Rafe stood, brushing off his coat. “Try to stay warm tonight.”
He turned and walked off, unaware that the man was still staring after him.
As Rafe passed a row of shops, his reflection caught on a television display in the window.
The news was on, bright graphics, loud commentary.
BREAKING NEWS: Former Li Corporation son-in-law, Rafe Miller, rescues struggling café from bankruptcy with innovative social campaign.
His image filled the screen, Him standing with the café owner, smiling awkwardly.
The host’s voice boomed:
“Despite his public humiliation and his wife's recent call for divorce, sources say Miller’s new business idea could revolutionize small enterprises in London.”
Rafe stopped walking. The world around him blurred for a moment.
It was strange seeing himself there. He never really appeared on television. Even though he was married into the most influential family in London.
He always stayed at the sidelines, while they took all the glory.
But now he made it there by himself, but not as a failure this time, but as someone becoming.
He exhaled slowly, almost laughing. “Guess the world’s finally watching.”
The System flickered faintly in his vision.
[Mission #4 Completed.]
Reward Pending...]
He smiled and turned away.
Across town, in a lavish penthouse overlooking the Thames, Clara Li held a glass of wine in one hand as her mother flipped through the TV channels.
“Honestly,” Mrs. Li scoffed, pausing on the same broadcast. “They’ll make a hero out of anyone these days.”
Clara’s cousin, Jordan smirked. “Look at him. Playing the victim while feeding reporters. Classic pity tactic. Disgusting.”
Clara said nothing, her expression unreadable. She watched Rafe’s image on the screen, cleaner now, sharper. The same man she’d once dismissed as hopeless.
Her father frowned. “Keep an eye on him. I don’t like the attention around that name.” He said to one of his bodyguards.
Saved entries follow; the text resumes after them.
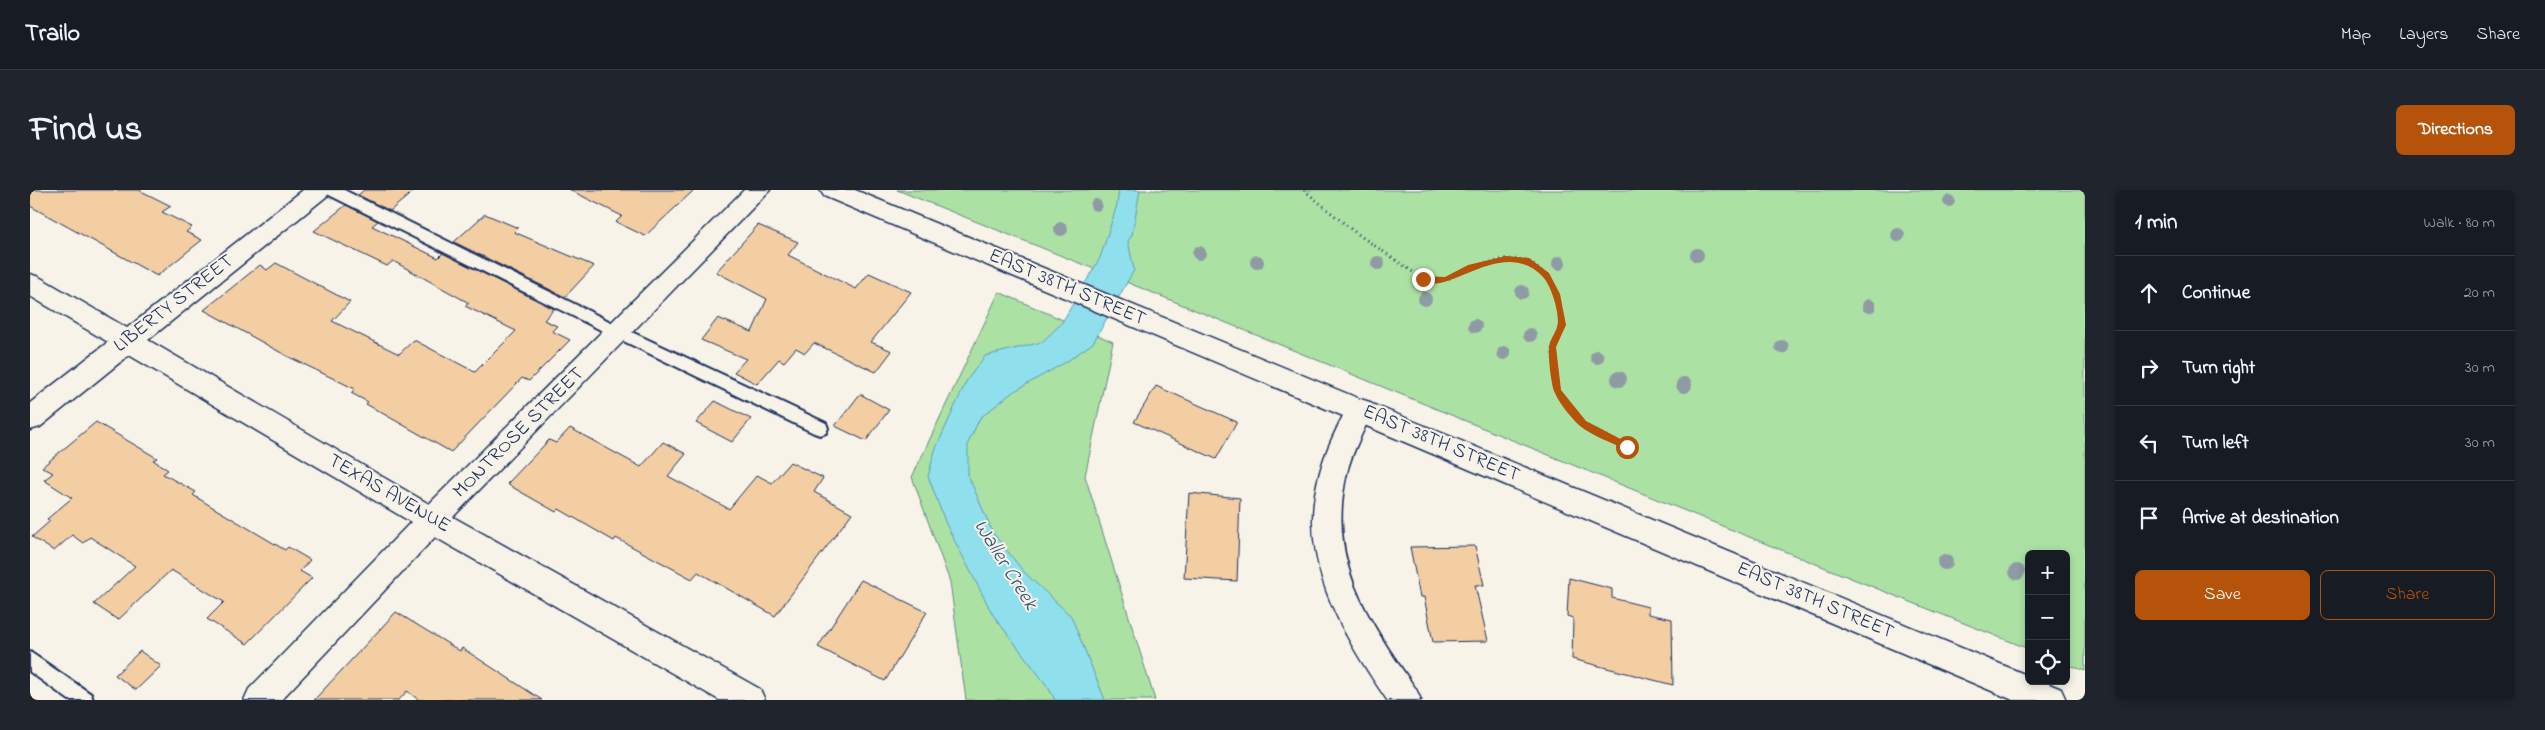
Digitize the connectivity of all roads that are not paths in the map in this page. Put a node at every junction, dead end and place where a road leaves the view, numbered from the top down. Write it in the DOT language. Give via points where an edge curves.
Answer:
graph roads {
  1 [pos="319,190"];
  2 [pos="332,190"];
  3 [pos="758,190"];
  4 [pos="832,190"];
  5 [pos="30,284"];
  6 [pos="618,332"];
  7 [pos="128,340"];
  8 [pos="1360,410"];
  9 [pos="30,419"];
  10 [pos="820,428"];
  11 [pos="432,520"];
  12 [pos="30,661"];
  13 [pos="84,700"];
  14 [pos="260,700"];
  15 [pos="749,700"];
  16 [pos="1405,700"];
  17 [pos="2050,700"];
  1 -- 7 [label="street, LIBERTY STREET"];
  2 -- 6 [label="lane"];
  3 -- 6 [label="street, MONTROSE STREET"];
  4 -- 8 [label="street, EAST 38TH STREET"];
  5 -- 7 [label="street, TEXAS AVENUE"];
  6 -- 10 [label="lane"];
  6 -- 11 [label="street, MONTROSE STREET"];
  7 -- 9 [label="street, LIBERTY STREET"];
  7 -- 11 [label="street, TEXAS AVENUE"];
  8 -- 16 [label="street" via="1334,472 1326,509 1327,546 1336,584 1355,626"];
  8 -- 17 [label="street, EAST 38TH STREET"];
  11 -- 14 [label="street, MONTROSE STREET"];
  11 -- 15 [label="street, TEXAS AVENUE"];
  12 -- 13 [label="lane"];
}
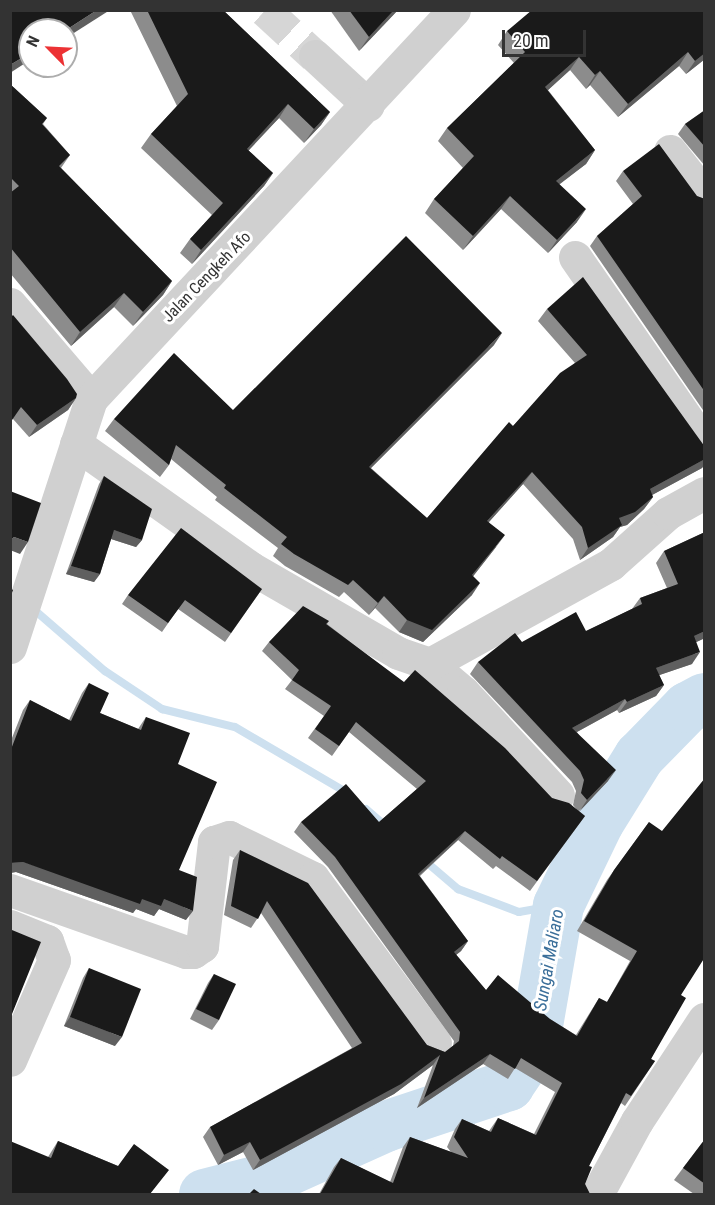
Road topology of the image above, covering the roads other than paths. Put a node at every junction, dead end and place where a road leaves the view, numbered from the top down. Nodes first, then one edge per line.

“And if he stares too much trouble, feel free to kill him.” Mrs Li commanded.
Clara finally turned away, swirling her wine. “Don’t worry,” she said quietly. “He’s still the same man who served drinks at our dinner table. There’s no redemption or second chances for fools like him.”
Outside, Rafe disappeared into the flow of London’s night crowd.
[Next Mission Loading...]
He looked up at the city lights and whispered under his breath, “Let’s see what you want from me next.”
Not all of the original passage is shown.